Au diocèse, l’opposition ne tarda pas à gronder et on persuada la papauté d’interdire la prédication de Pierre Valdo. Celui-ci aurait répondu: “Nous devons obéir à Dieu plutôt qu’aux hommes.” (Voir Actes 5:29). Devant pareil entêtement, on prononça son excommunication. Ses disciples, les vaudois, ces pauperes de Lugduno [les Pauvres de Lyon], furent de zélés imitateurs de leur maître, allant prêcher deux par deux chez les gens. Leur enseignement connut alors une rapide extension dans tout le sud, l’est et certaines régions du nord de la France, ainsi qu’en Italie du nord.
En un mot, les vaudois prônaient le retour aux croyances et aux pratiques du christianisme primitif. Entre autres doctrines qu’ils dénonçaient, citons le purgatoire, les messes pour les morts, le culte marial, les prières adressées aux “saints”, la vénération du crucifix, les indulgences, l’Eucharistie et le baptême des nouveau-nésb.

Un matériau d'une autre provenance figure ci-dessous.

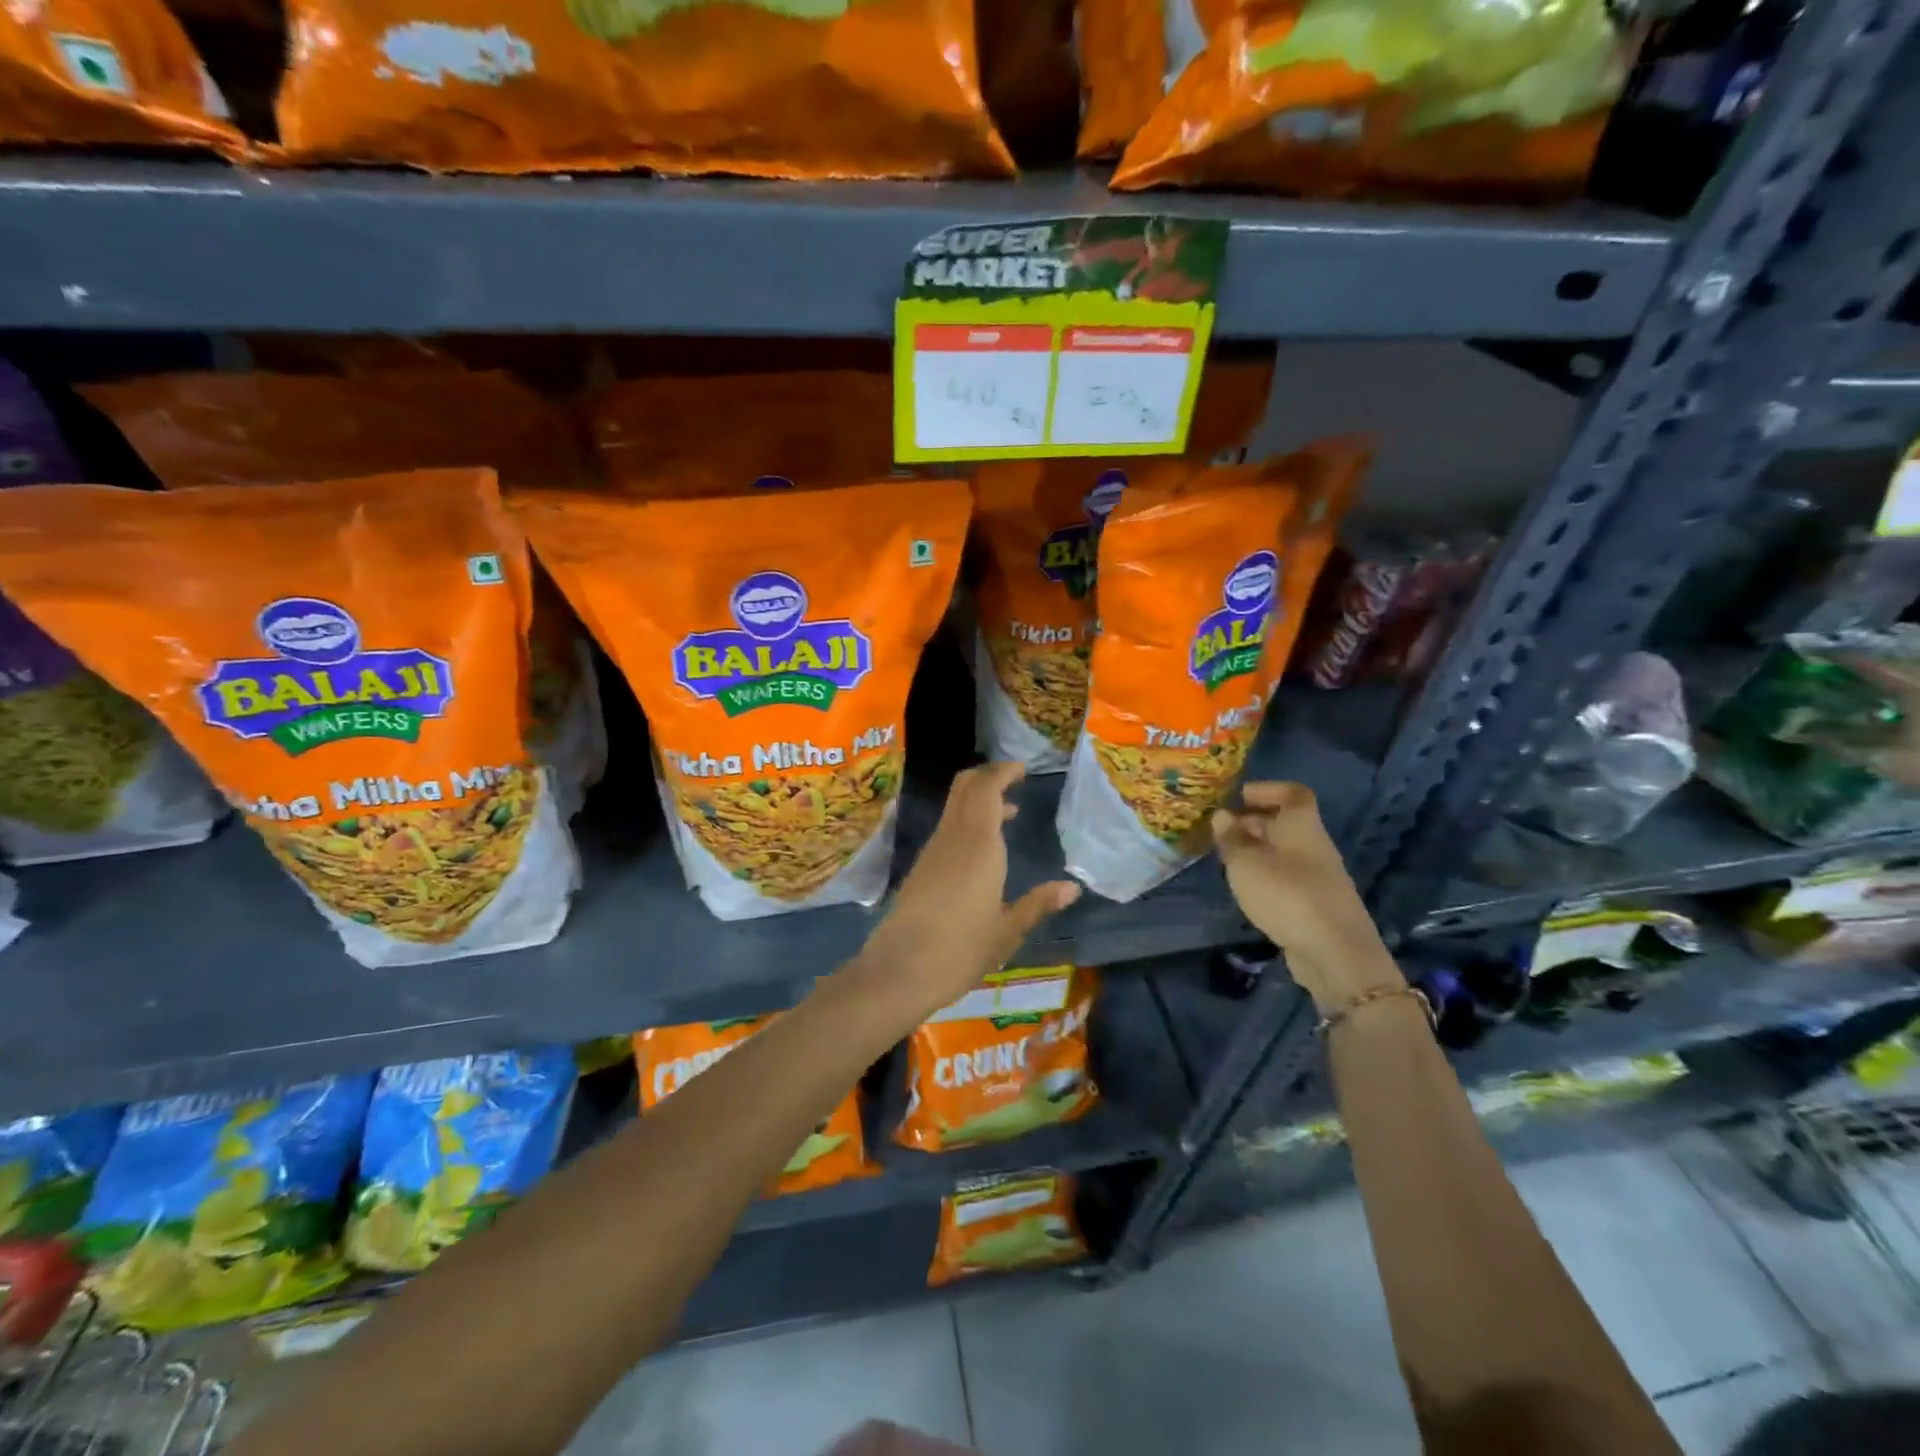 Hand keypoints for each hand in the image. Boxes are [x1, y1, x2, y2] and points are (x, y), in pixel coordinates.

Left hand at [851, 762, 1080, 1022]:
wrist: (899, 971)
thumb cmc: (961, 950)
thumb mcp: (1007, 931)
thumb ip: (1038, 904)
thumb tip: (1072, 888)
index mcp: (979, 845)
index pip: (986, 789)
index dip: (1002, 772)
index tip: (1021, 769)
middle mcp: (953, 838)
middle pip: (965, 788)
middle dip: (988, 777)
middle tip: (1014, 779)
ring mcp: (933, 851)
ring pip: (955, 807)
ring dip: (978, 800)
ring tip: (1008, 813)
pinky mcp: (921, 868)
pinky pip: (947, 828)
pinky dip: (967, 821)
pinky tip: (983, 848)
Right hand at [1212, 782, 1402, 1010]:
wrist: (1335, 953)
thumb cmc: (1287, 895)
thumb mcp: (1246, 864)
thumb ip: (1232, 838)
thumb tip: (1223, 816)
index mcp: (1302, 827)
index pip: (1294, 794)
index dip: (1269, 789)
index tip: (1241, 796)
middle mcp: (1314, 846)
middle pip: (1285, 824)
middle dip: (1253, 822)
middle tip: (1222, 831)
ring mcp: (1318, 877)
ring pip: (1284, 852)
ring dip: (1257, 851)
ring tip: (1228, 861)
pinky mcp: (1316, 904)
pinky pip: (1287, 877)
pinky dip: (1266, 875)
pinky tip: (1248, 890) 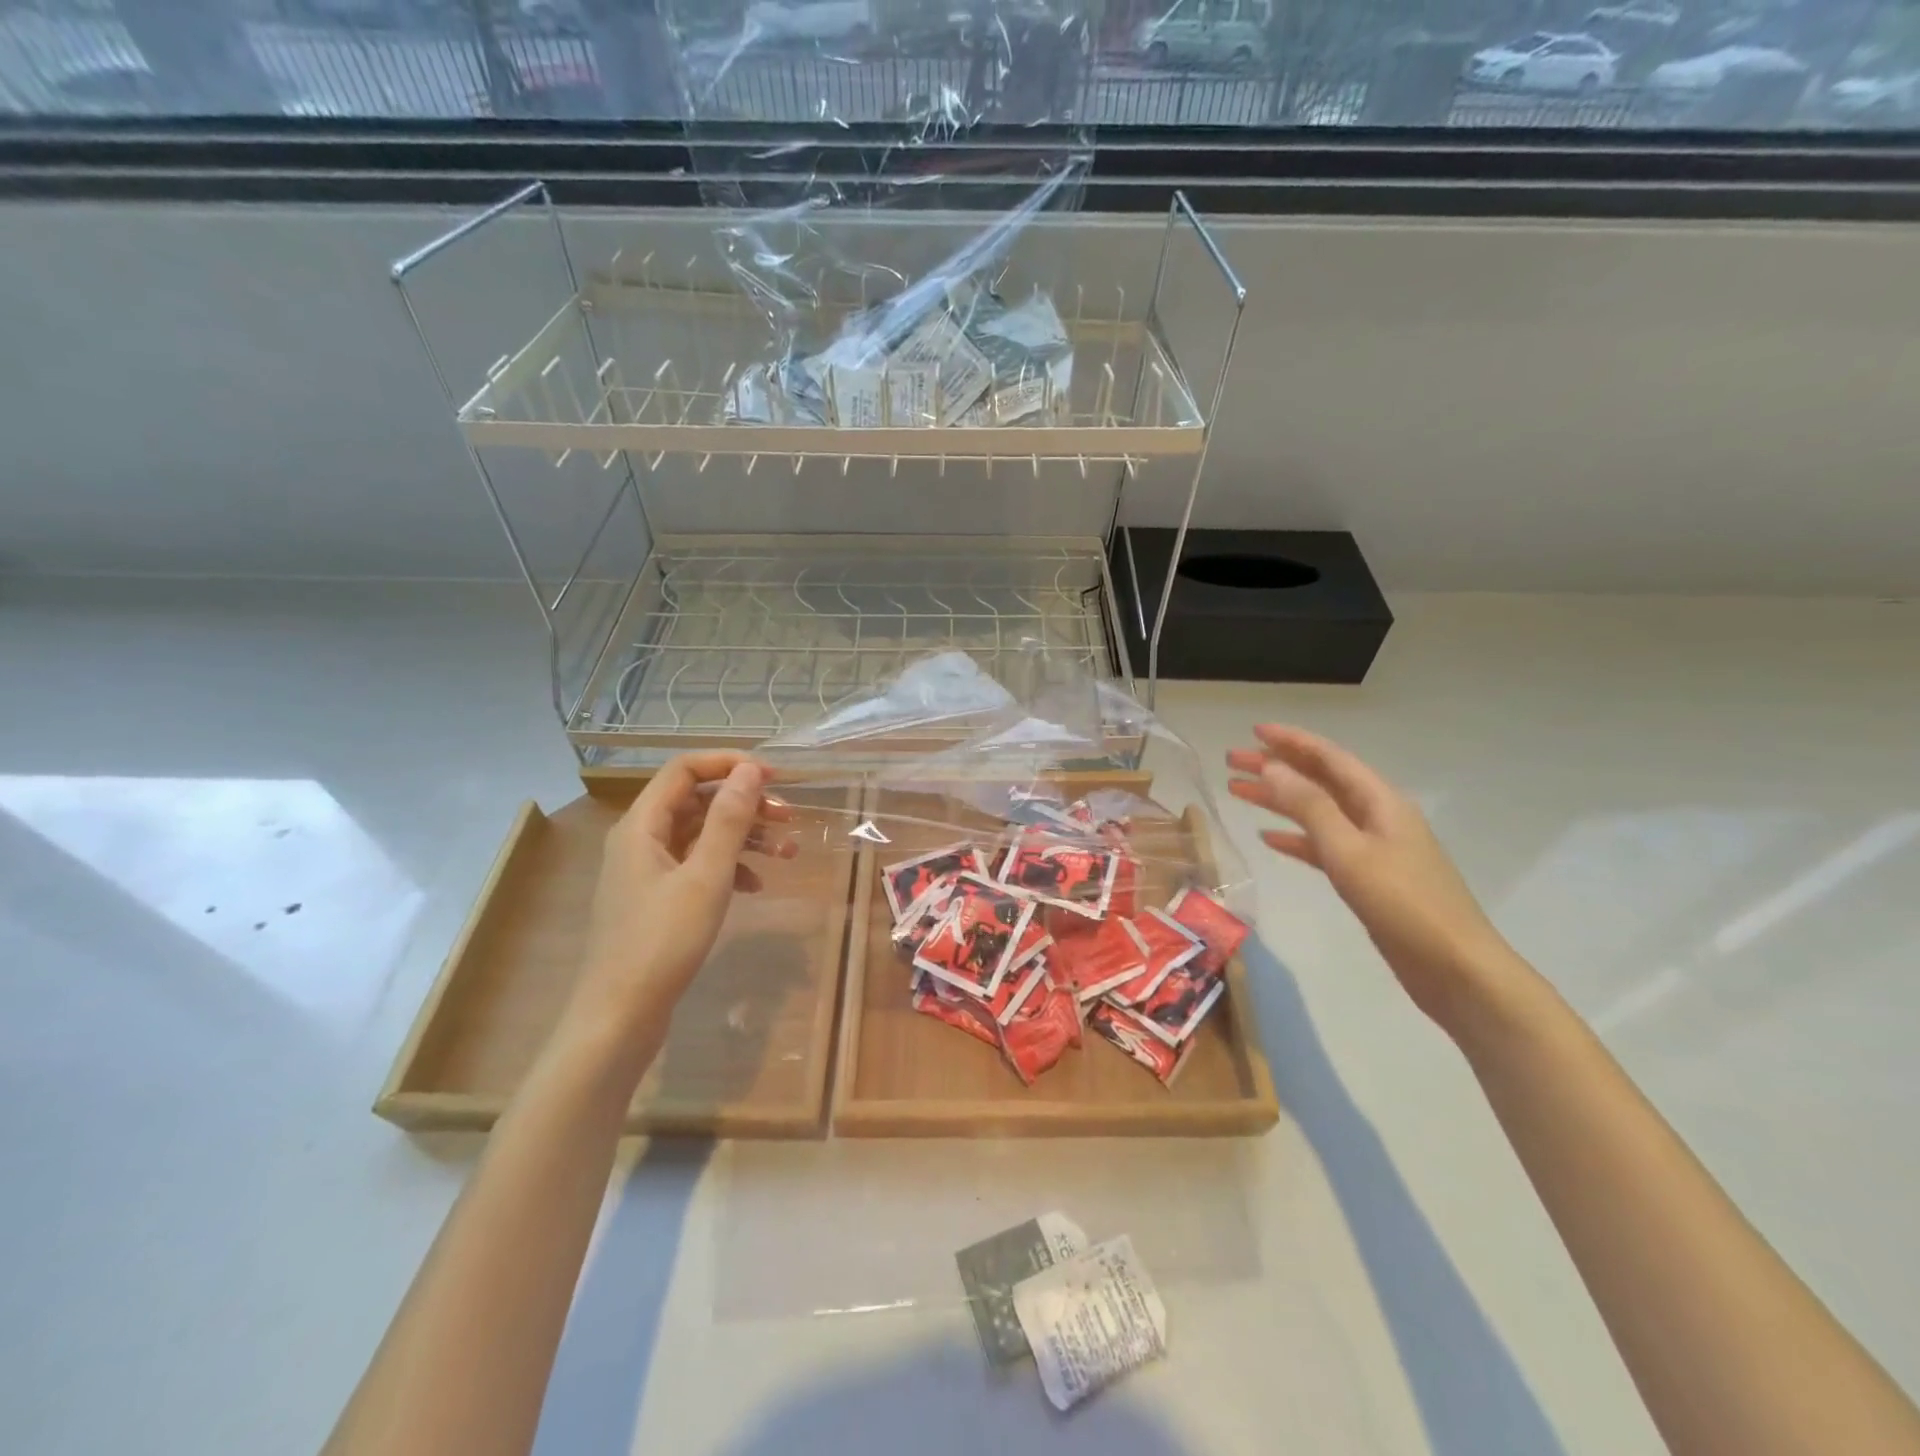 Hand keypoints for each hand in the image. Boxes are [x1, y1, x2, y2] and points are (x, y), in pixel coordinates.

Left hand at [570, 753, 792, 1040]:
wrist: (621, 1016)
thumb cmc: (663, 941)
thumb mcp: (706, 875)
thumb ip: (729, 819)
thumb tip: (750, 770)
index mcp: (642, 824)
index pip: (685, 769)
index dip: (730, 764)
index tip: (774, 777)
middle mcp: (639, 838)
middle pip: (697, 800)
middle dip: (745, 804)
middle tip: (788, 818)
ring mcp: (646, 870)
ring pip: (701, 834)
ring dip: (744, 837)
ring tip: (787, 853)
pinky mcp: (656, 898)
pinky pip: (697, 865)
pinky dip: (729, 866)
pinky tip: (757, 885)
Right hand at [1227, 725, 1523, 1033]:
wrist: (1454, 968)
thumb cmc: (1403, 904)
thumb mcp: (1349, 851)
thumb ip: (1309, 807)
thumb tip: (1271, 767)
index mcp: (1379, 801)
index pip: (1329, 758)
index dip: (1291, 741)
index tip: (1253, 731)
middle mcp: (1376, 816)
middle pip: (1319, 780)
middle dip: (1277, 767)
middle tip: (1232, 760)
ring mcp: (1374, 847)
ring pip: (1318, 811)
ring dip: (1279, 800)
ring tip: (1238, 792)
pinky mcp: (1368, 876)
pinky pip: (1324, 844)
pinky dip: (1295, 837)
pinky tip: (1269, 838) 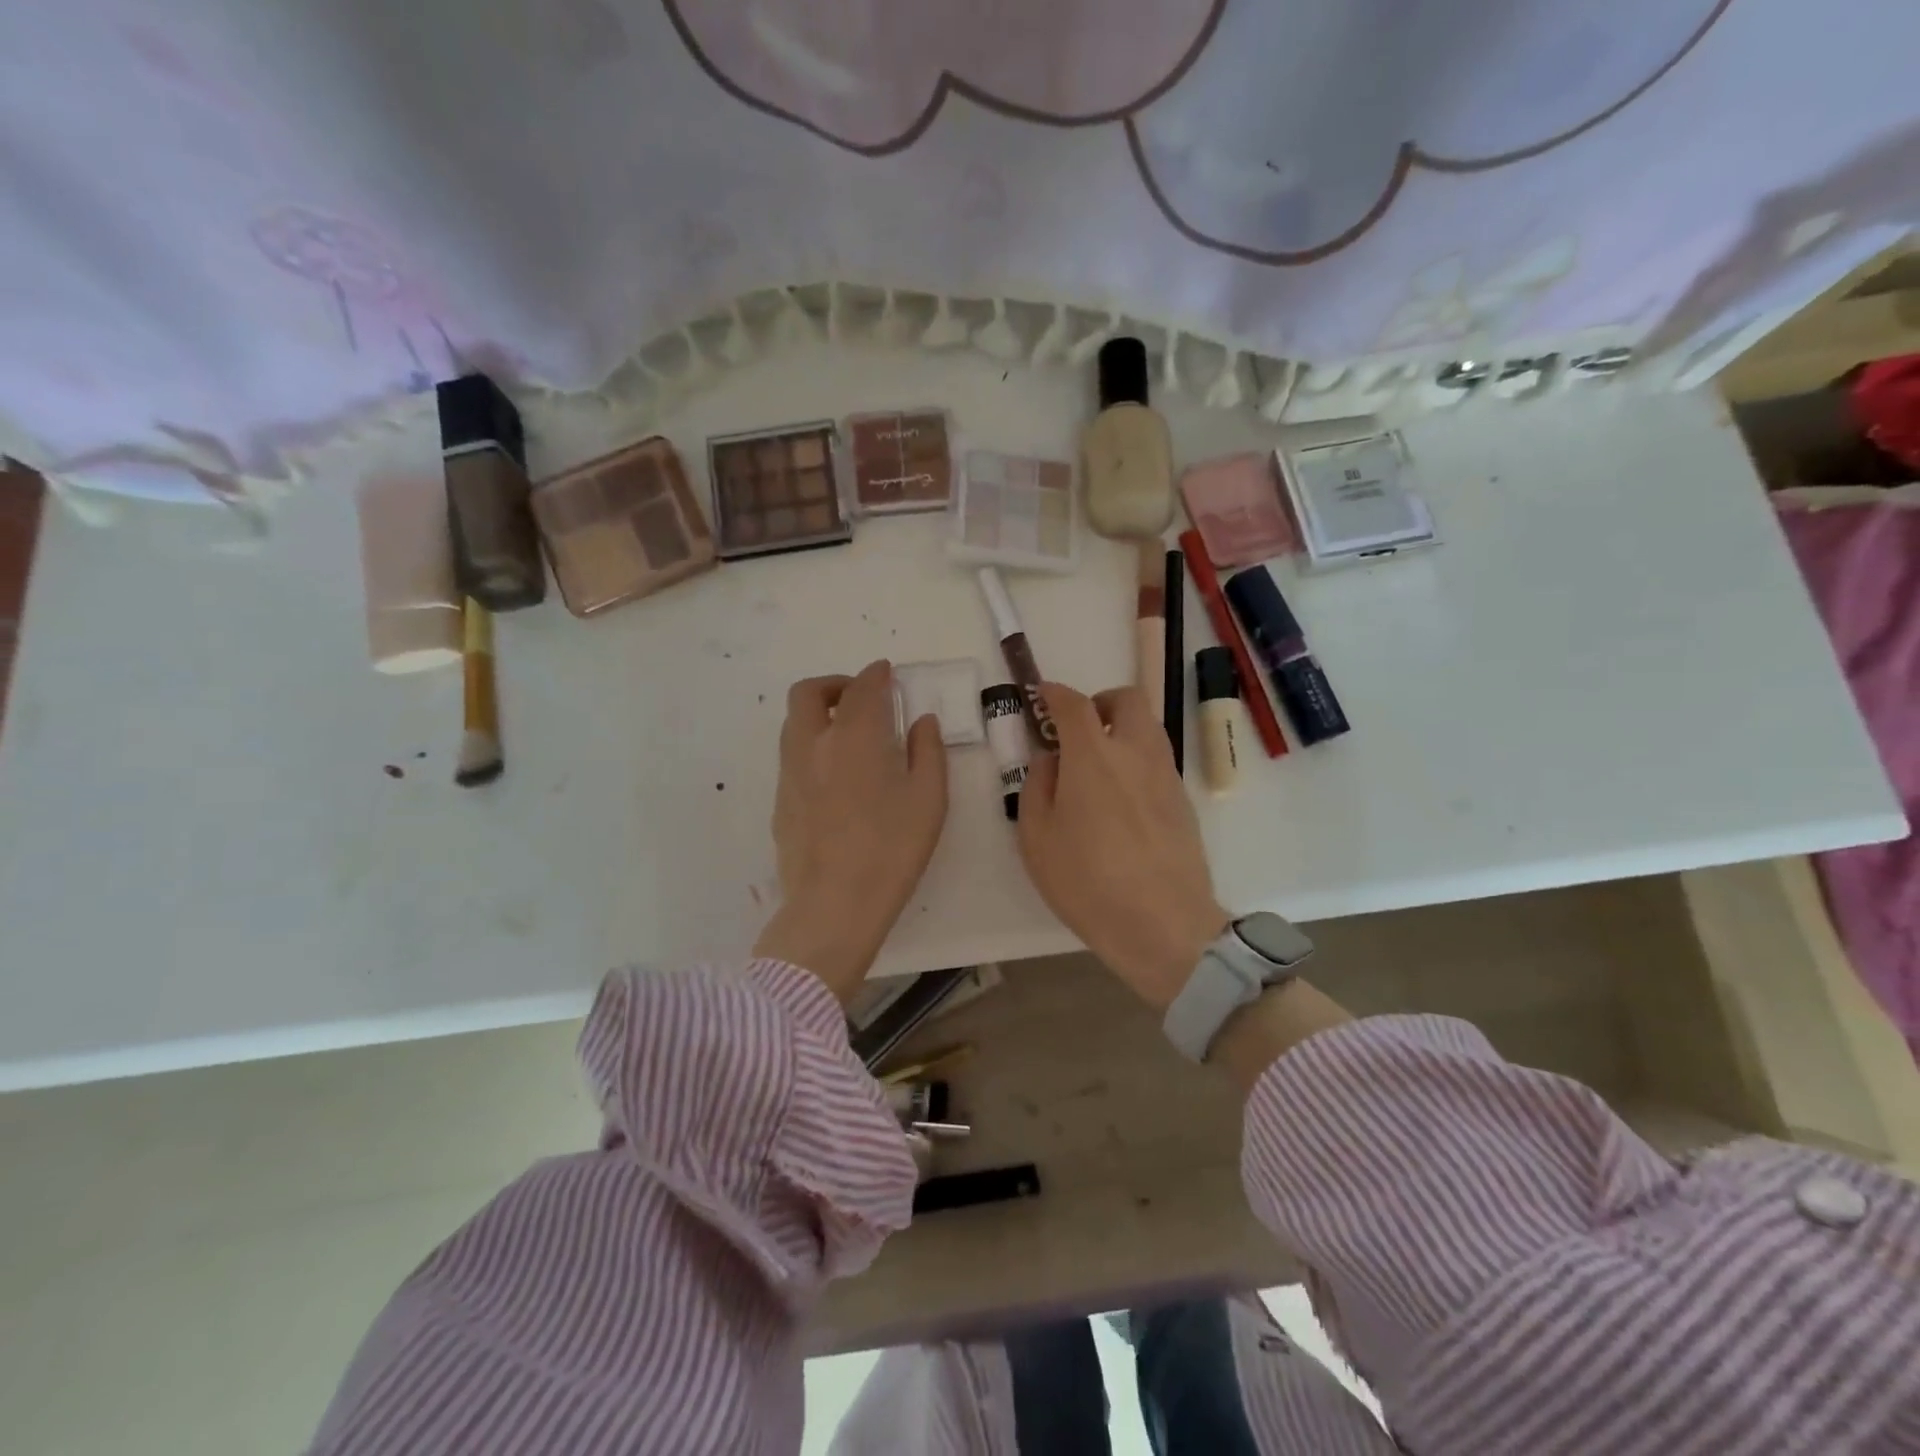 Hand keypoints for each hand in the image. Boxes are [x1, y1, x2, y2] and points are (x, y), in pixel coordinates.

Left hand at [753, 661, 948, 1002]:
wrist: (834, 905)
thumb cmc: (892, 849)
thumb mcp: (929, 798)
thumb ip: (928, 750)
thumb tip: (921, 721)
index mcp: (854, 736)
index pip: (861, 687)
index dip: (875, 674)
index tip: (886, 673)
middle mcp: (813, 744)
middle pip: (809, 693)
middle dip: (835, 684)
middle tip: (860, 697)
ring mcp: (790, 773)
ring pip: (794, 723)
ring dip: (819, 714)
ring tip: (849, 734)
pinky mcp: (780, 801)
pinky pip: (792, 756)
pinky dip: (812, 746)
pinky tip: (836, 776)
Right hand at [1017, 682, 1228, 1011]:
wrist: (1162, 924)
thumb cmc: (1087, 881)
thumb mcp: (1036, 837)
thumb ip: (1037, 785)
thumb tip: (1050, 758)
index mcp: (1093, 755)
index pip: (1074, 704)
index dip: (1054, 693)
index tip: (1042, 695)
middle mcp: (1135, 753)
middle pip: (1127, 700)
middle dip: (1100, 703)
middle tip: (1080, 731)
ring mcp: (1165, 775)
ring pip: (1149, 728)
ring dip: (1122, 731)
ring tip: (1099, 767)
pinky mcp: (1183, 801)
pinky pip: (1158, 761)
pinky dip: (1137, 761)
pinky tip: (1121, 800)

Même si on les confond souvent, les enseignements des vaudois juraient avec le dualisme non chrétien des cathares. Cette confusion est à l’origine le fait de polémistes catholiques qui tenaient à assimiler la prédication vaudoise aux enseignements albigeois, ou cathares.
[Note de l’encadré]
b Pour des détails supplémentaires sur les vaudois, voir l’article “Les Vaudois — des hérétiques ou des hommes épris de vérité?” paru dans La Tour de Garde du 1er novembre 1981, pages 12-15.
[Illustration, page 29]
À Béziers, 7 000 personnes réfugiées dans l’église de la Madeleine furent massacrées par les croisés. Au total, 20 000 Biterrois — hommes, femmes et enfants — périrent.